I am a Tony Kushner groupie. As it was for so many people, seeing the Broadway production of Angels in America as a teenager in the early '90s was a shattering experience. It confirmed my suspicions that theater could be both rooted in the real and explode convention, flesh and fantasy entwined.
Still, not every Kushner play so deftly balances the interplay between the playwright's famed logorrhea and the demands of a live theatrical work. So I had grand hopes and slight jitters about Kushner's newest work, The Intelligent Homosexual's Guide to Capitalism and Socialism with a Key to the Scriptures, or as it is called by many iHo.

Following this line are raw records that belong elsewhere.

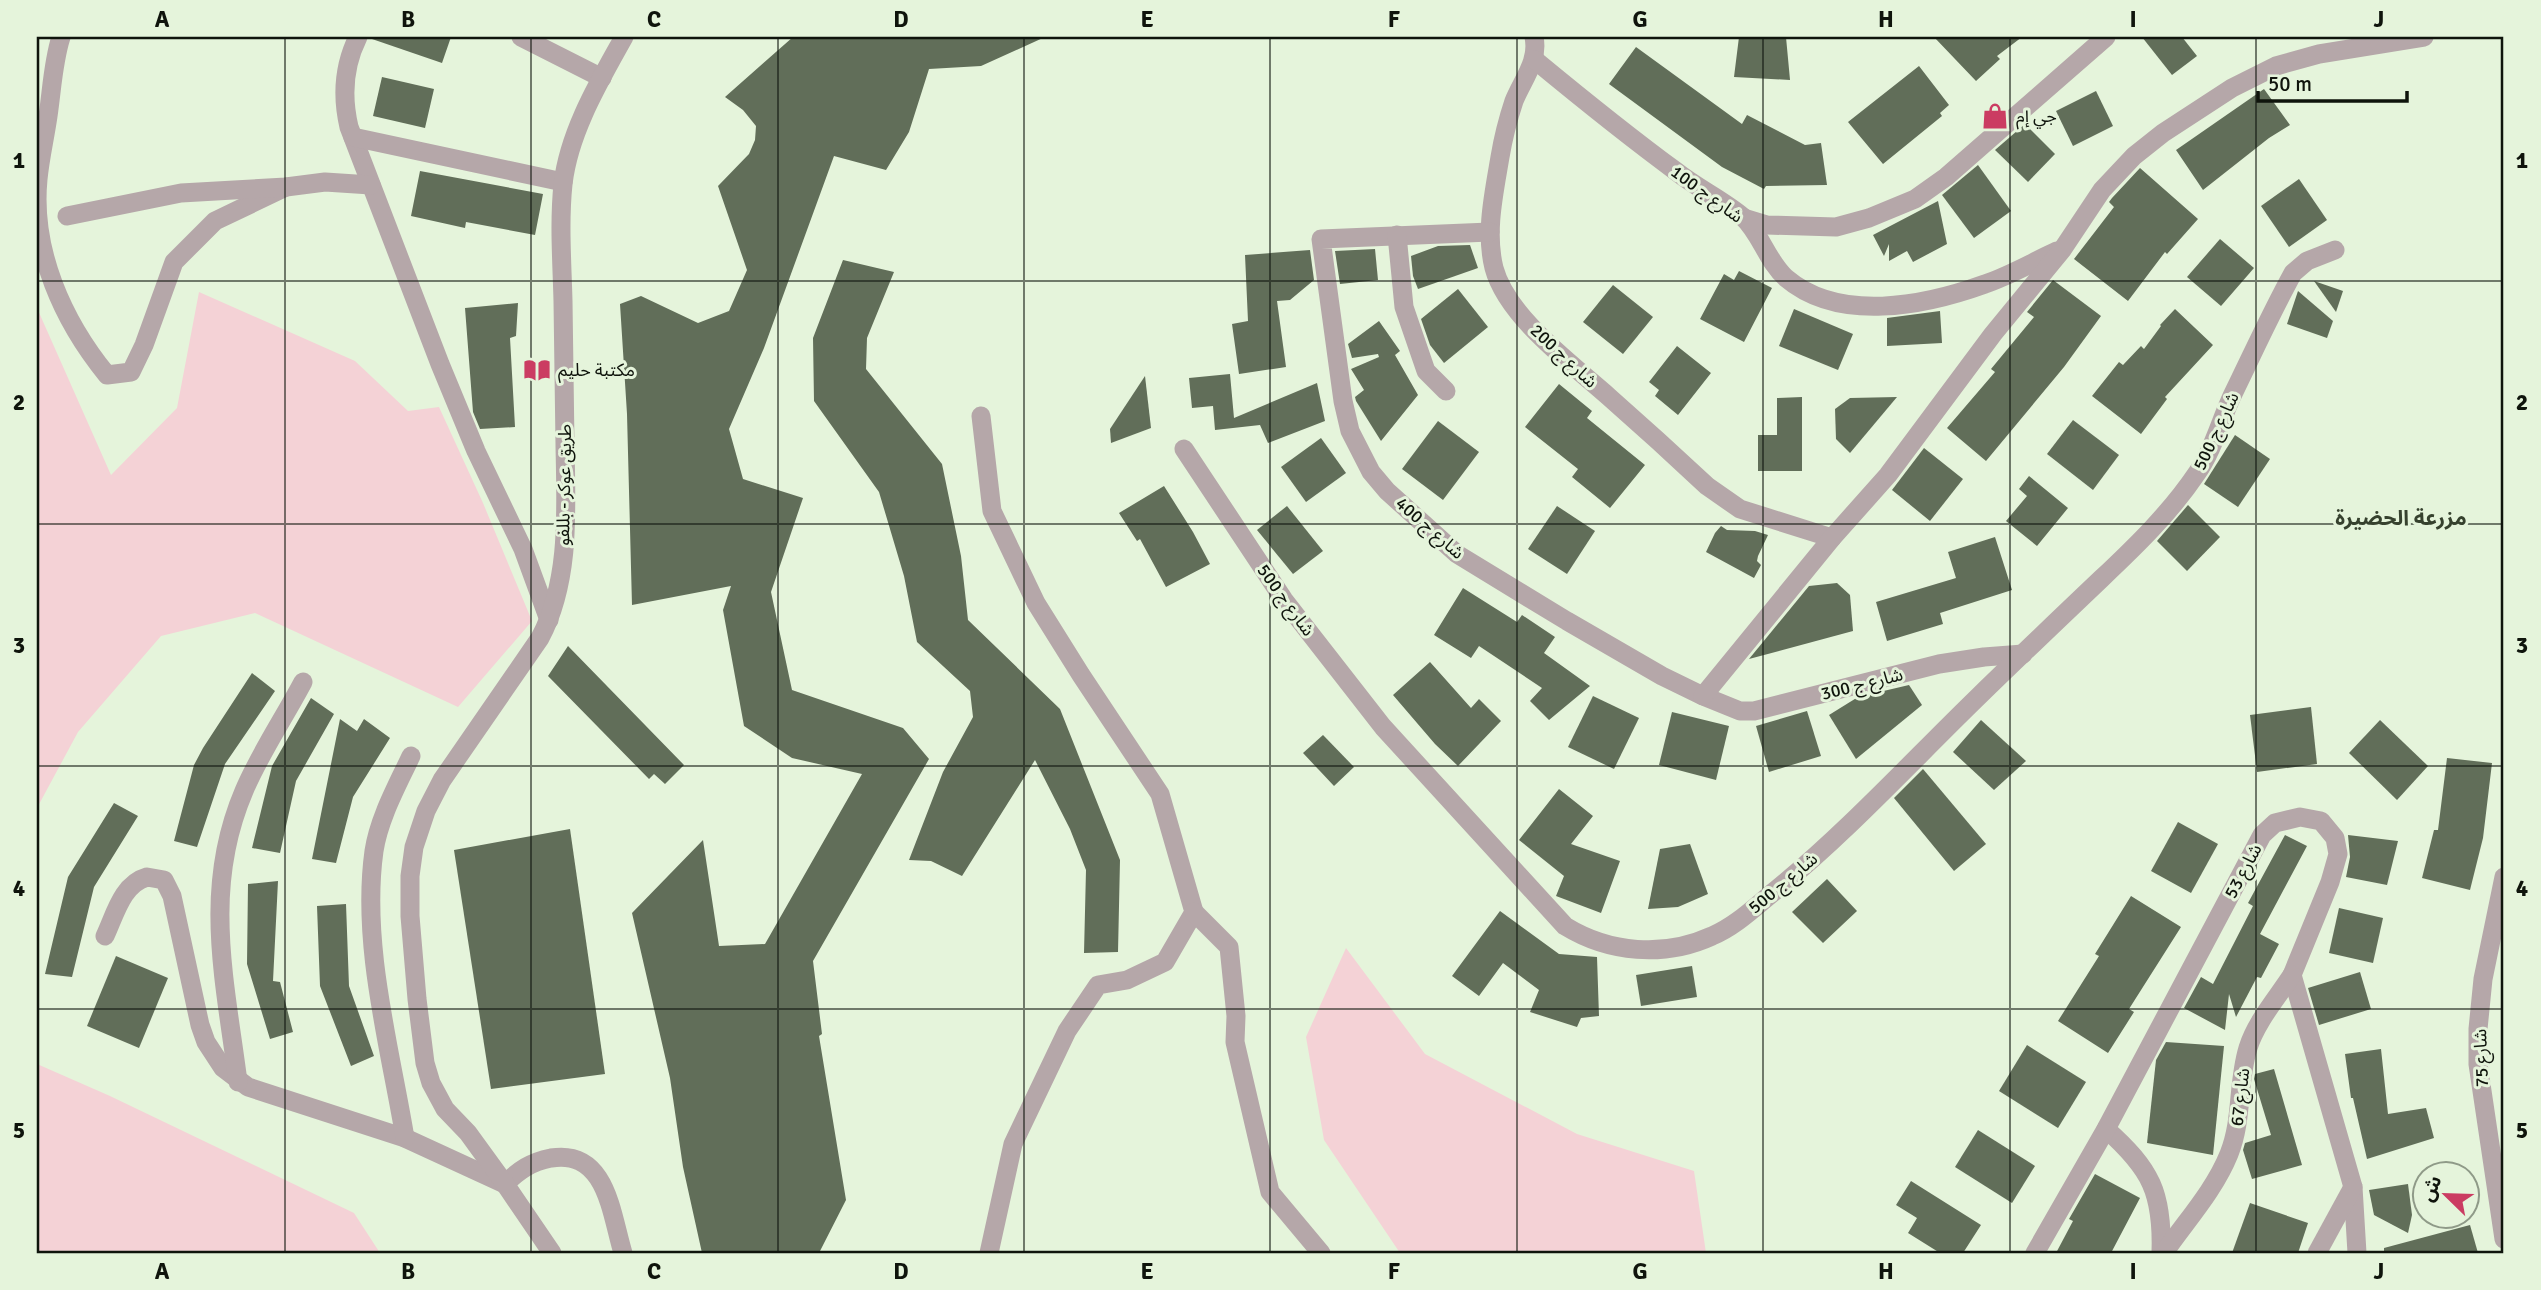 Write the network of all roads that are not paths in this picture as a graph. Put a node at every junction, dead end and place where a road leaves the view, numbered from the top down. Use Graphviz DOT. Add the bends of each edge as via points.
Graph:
graph roads {
  1 [pos="61,37"];
  2 [pos="358,37"];
  3 [pos="520,37"];
  4 [pos="624,37"];
  5 [pos="1534,37"];
  6 [pos="2106,37"];
  7 [pos="2424,37"];
  8 [pos="1535,60"];
  9 [pos="602,78"];
  10 [pos="353,137"];
  11 [pos="563,182"];
  12 [pos="371,186"];
  13 [pos="286,187"];
  14 [pos="67,216"];
  15 [pos="1744,218"];
  16 [pos="1490,232"];
  17 [pos="1397,236"];
  18 [pos="2062,250"];
  19 [pos="2335,250"];
  20 [pos="1446,391"];
  21 [pos="981,416"];
  22 [pos="1184,449"];
  23 [pos="1832,538"];
  24 [pos="549,620"];
  25 [pos="2023,653"];
  26 [pos="303,682"];
  27 [pos="1703,696"];
  28 [pos="411,756"];
  29 [pos="2504,877"];
  30 [pos="1194,912"];
  31 [pos="105,936"];
  32 [pos="2292,975"];
  33 [pos="238,1082"];
  34 [pos="2106,1129"];
  35 [pos="405,1138"];
  36 [pos="505,1184"];
  37 [pos="2353,1187"];
  38 [pos="2504,1239"];
  39 [pos="552,1253"];
  40 [pos="623,1253"];
  41 [pos="989,1253"];
  42 [pos="1321,1253"];
  43 [pos="2035,1253"];
  44 [pos="2162,1253"];
  45 [pos="2317,1253"];
  46 [pos="2357,1253"];
  1 -- 13 [label="street" via="38,180 38,223 63,309 107,375 131,372 174,262 215,221"];
  2 -- 10 [label="street" via="344,93"];
  3 -- 9 [label="street"];
  4 -- 9 [label="street, طريق عوكر - بللفو"];
  5 -- 8 [label="street"];
  6 -- 15 [label="street" via="1915,199 1836,227 1778,226"];
  7 -- 18 [label="street" via="2319,54 2276,66 2232,88 2134,156 2102,190"];
  8 -- 15 [label="street, شارع ج 100" via="1679,174"];
  8 -- 16 [label="street, شارع ج 200" via="1518,91 1506,130"];
  9 -- 11 [label="street, طريق عوكر - بللفو" via="574,138"];
  10 -- 11 [label="street"];
  10 -- 12 [label="street"];
  11 -- 24 [label="street, طريق عوكر - بللفو" via="566,505 562,561"];
  12 -- 13 [label="street" via="325,181"];
  12 -- 24 [label="street" via="450,389 523,549"];
  13 -- 14 [label="street" via="181,192"];
  15 -- 18 [label="street, شارع ج 100" via="1785,277 1817,298 1838,304 1888,304 1951,295"];
  16 -- 17 [label="street"];
  16 -- 23 [label="street, شارع ج 200" via="1493,265 1512,305 1707,486 1740,509"];
  17 -- 20 [label="street" via="1404,307 1426,371"];
  17 -- 27 [label="street, شارع ج 400" via="1321,239 1343,401 1350,431 1371,472 1457,554"];
  18 -- 23 [label="street" via="1888,475"];
  19 -- 25 [label="street, شارع ج 500" via="2307,261 2293,273 2199,471 2171,510"];
  21 -- 30 [label="street" via="992,511 1036,603 1160,794"];
  22 -- 25 [label="street, شارع ج 500" via="1284,600 1383,727 1565,926 1614,947 1645,950 1685,945 1713,936 1742,918 1910,767"];
  23 -- 27 [label="street"];
  24 -- 36 [label="street, طريق عوكر - بللفو" via="442,780 426,811 410,876 421,1031 431,1083 445,1109"];
  25 -- 27 [label="street, شارع ج 300" via="1939,664 1754,711 1740,711"];
  26 -- 33 [label="street" via="245,789 222,864 219,926"];
  28 -- 35 [label="street" via="379,832 372,886 376,964"];
  29 -- 38 [label="street, شارع 75" via="2483,979 2478,1064"];
  30 -- 41 [label="street" via="1165,962 1128,980 1098,985 1068,1031 1013,1144"];
  30 -- 42 [label="street" via="1229,947 1234,1042 1270,1192"];
  31 -- 33 [label="street" via="131,886 147,877 164,880 172,896 206,1042"];
  32 -- 34 [label="street, شارع 53" via="2338,854 2329,828 2321,821 2300,817 2275,823 2262,835"];
  32 -- 37 [label="street"];
  32 -- 44 [label="street, شارع 67" via="2252,1036 2242,1074 2239,1124 2220,1175"];
  33 -- 35 [label="street"];
  34 -- 43 [label="street, شارع 53"];
  34 -- 44 [label="street, شارع 67" via="2126,1147 2154,1186 2160,1206"];
  35 -- 36 [label="street"];
  36 -- 39 [label="street, طريق عوكر - بللفو"];
  36 -- 40 [label="street" via="536,1161 578,1159 595,1172 604,1189"];
  37 -- 45 [label="street"];
  37 -- 46 [label="street"];
} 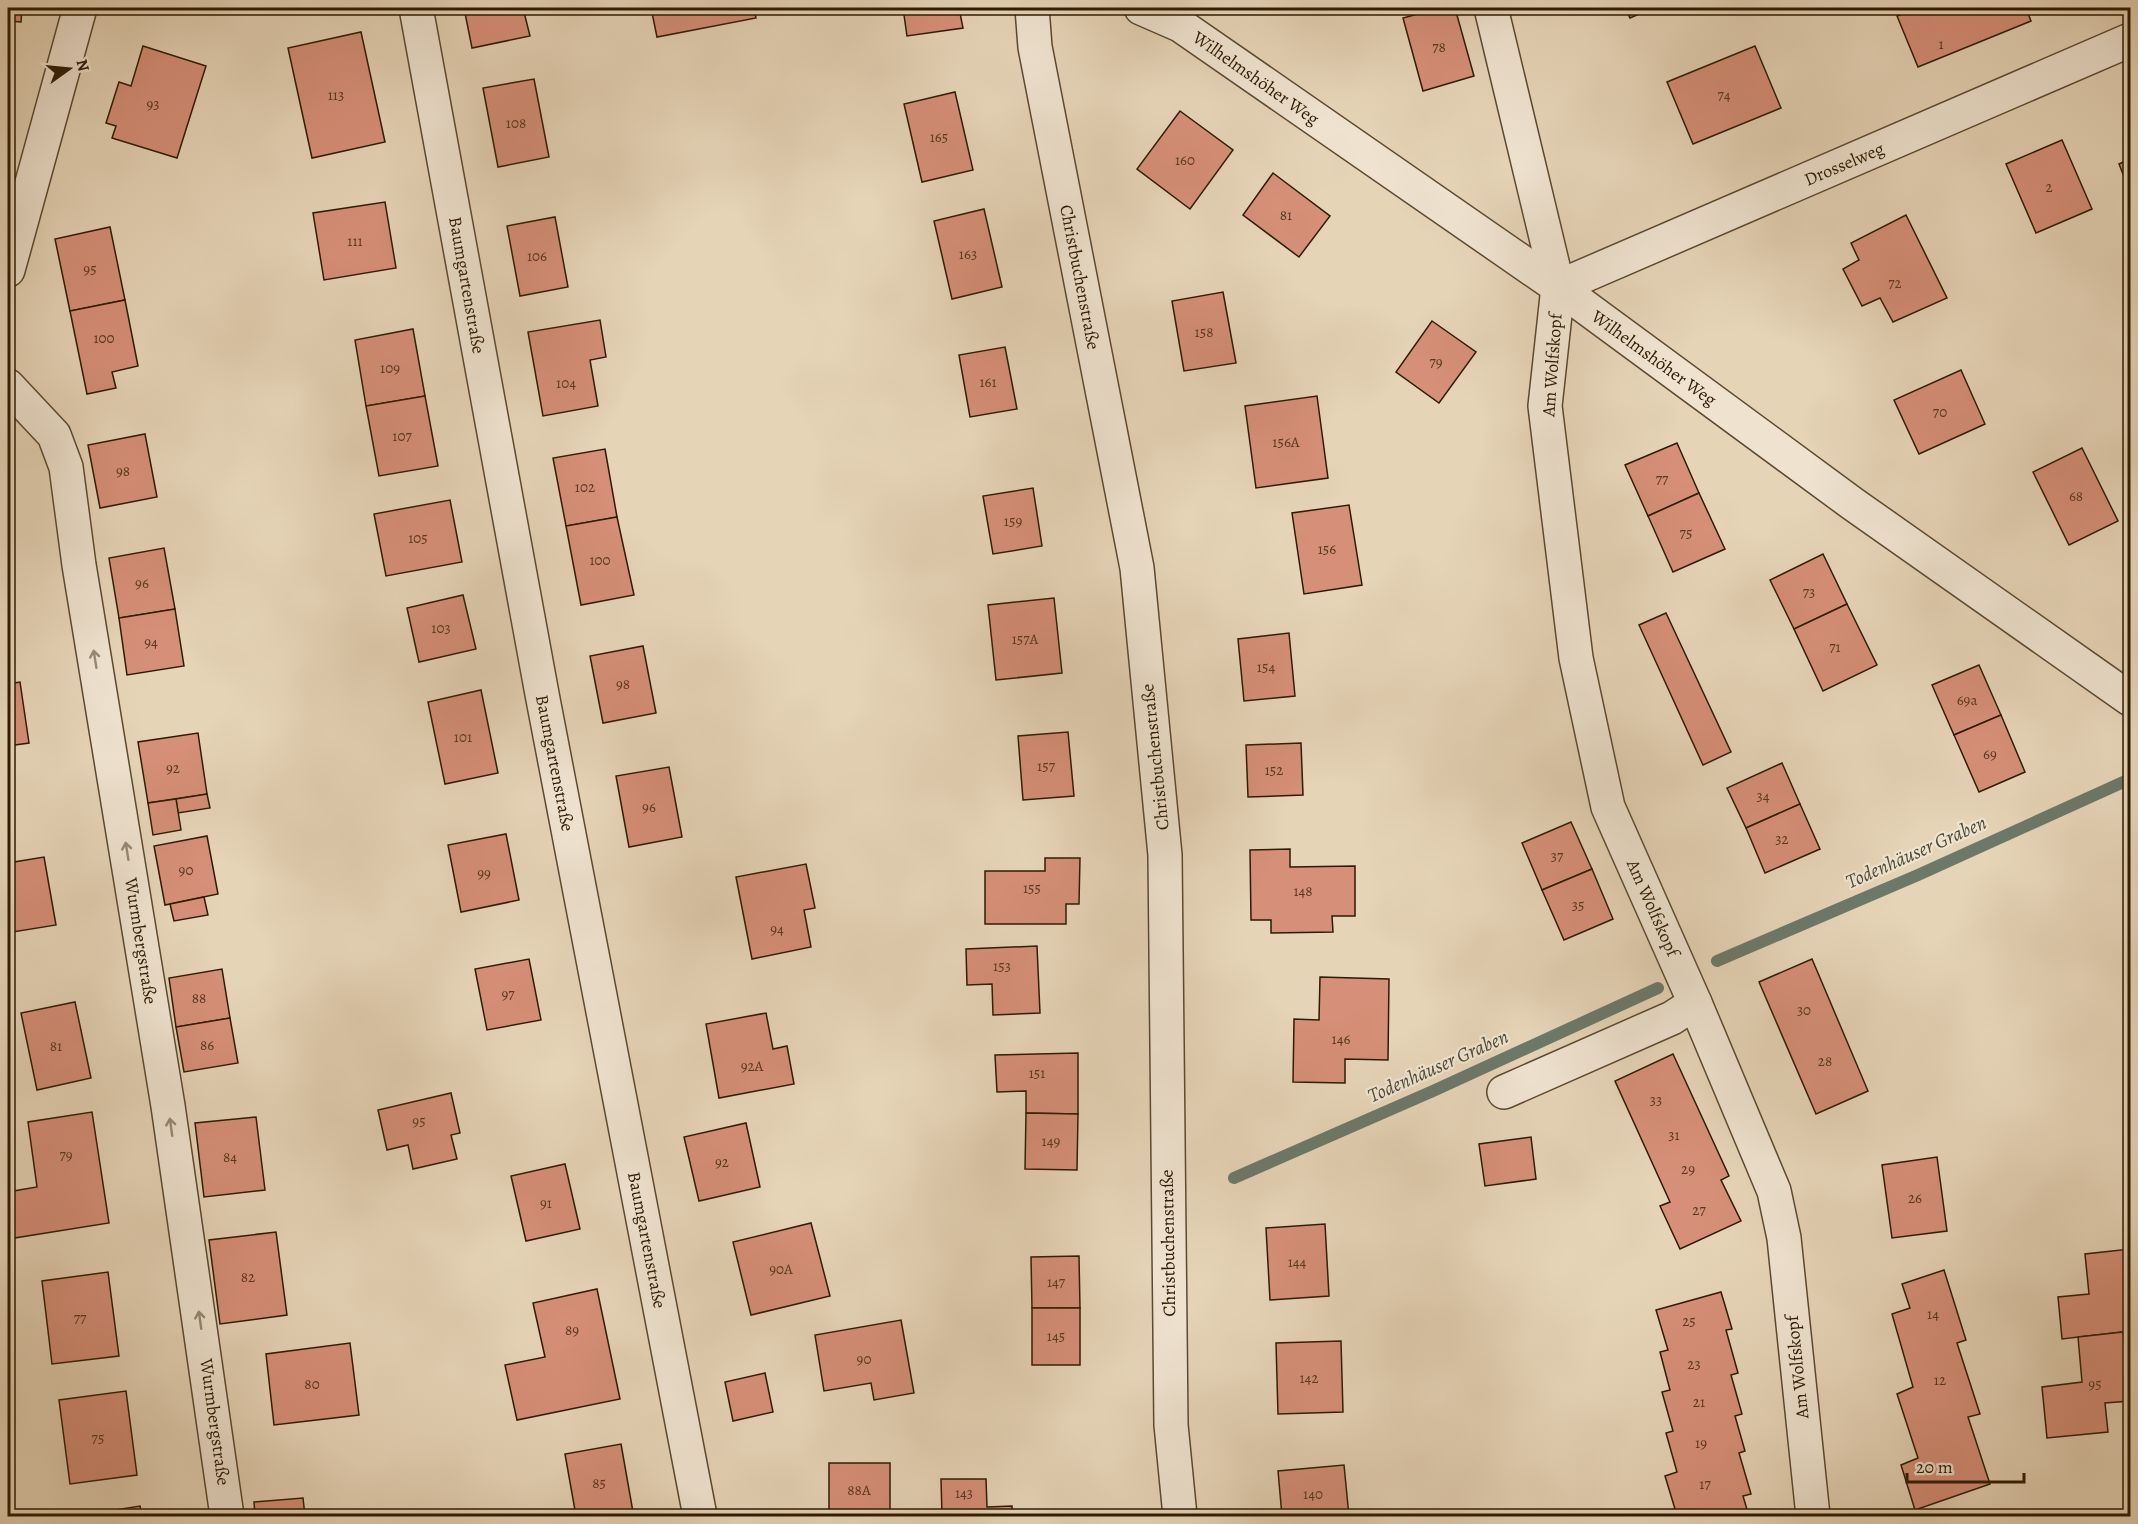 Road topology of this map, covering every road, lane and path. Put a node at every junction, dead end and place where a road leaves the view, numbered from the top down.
1 (80, 8) edge
2 (416, 8) edge
3 (1032, 8) edge
4 (1141, 8) edge
5 (1491, 8) edge
6 (2130, 40) edge
7 (8, 270) edge
8 (1557, 287) junction
9 (8, 386) edge
10 (2130, 699) edge
11 (1695, 1003) junction
12 (1504, 1092) dead end
13 (227, 1516) edge
14 (700, 1516) edge
15 (1180, 1516) edge
16 (1813, 1516) edge

1 - 7 street
2 - 14 street, Baumgartenstraße
3 - 15 street, Christbuchenstraße
4 - 8 street, Wilhelmshöher Weg
5 - 8 street, Am Wolfskopf
6 - 8 street, Drosselweg
8 - 10 street, Wilhelmshöher Weg
8 - 11 street, Am Wolfskopf
13 -> 9 street, Wurmbergstraße
11 - 12 street
11 - 16 street, Am Wolfskopf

Cue exhale: The co-venture between the Public Theater and the Signature Theatre Company is stunning. Here, a guide to the hows and whys:
All in the Family Taking a cue from the thorny living-room dramas of Tennessee Williams, Eugene O'Neill, and Arthur Miller, the action of iHo transpires at the Marcantonio brownstone in Brooklyn in 2007. The patriarch, Gus, brings his three children together to announce that he intends to kill himself. In the wake of the announcement, the family's secrets are unearthed and old wounds are scraped wide open.
A Little of This; More of That Kushner being Kushher, iHo interweaves the personal and the political as the Marcantonio brood debates the power of the union, societal responsibility and personal freedom. The unfolding is breathtaking to watch and hear.
All Together Now To me, the centerpiece of the play is a shockingly extended scene around iHo's midpoint, during which most of the characters speak concurrently during a verbal welter that is overwhelming, agonizing and one of the most blissful theatrical moments I have recently encountered.
In the Spotlight Every good play hinges on the talents of its actors. iHo is blessed with some of the finest Kushner interpreters currently working. Two longtime veterans of his distinctive language are Linda Emond and Stephen Spinella, who originated the role of Prior Walter in Angels in America. Kushner's words flow from their lips like nighttime breath. And Michael Cristofer, who plays Gus Marcantanio, gives a performance for the ages.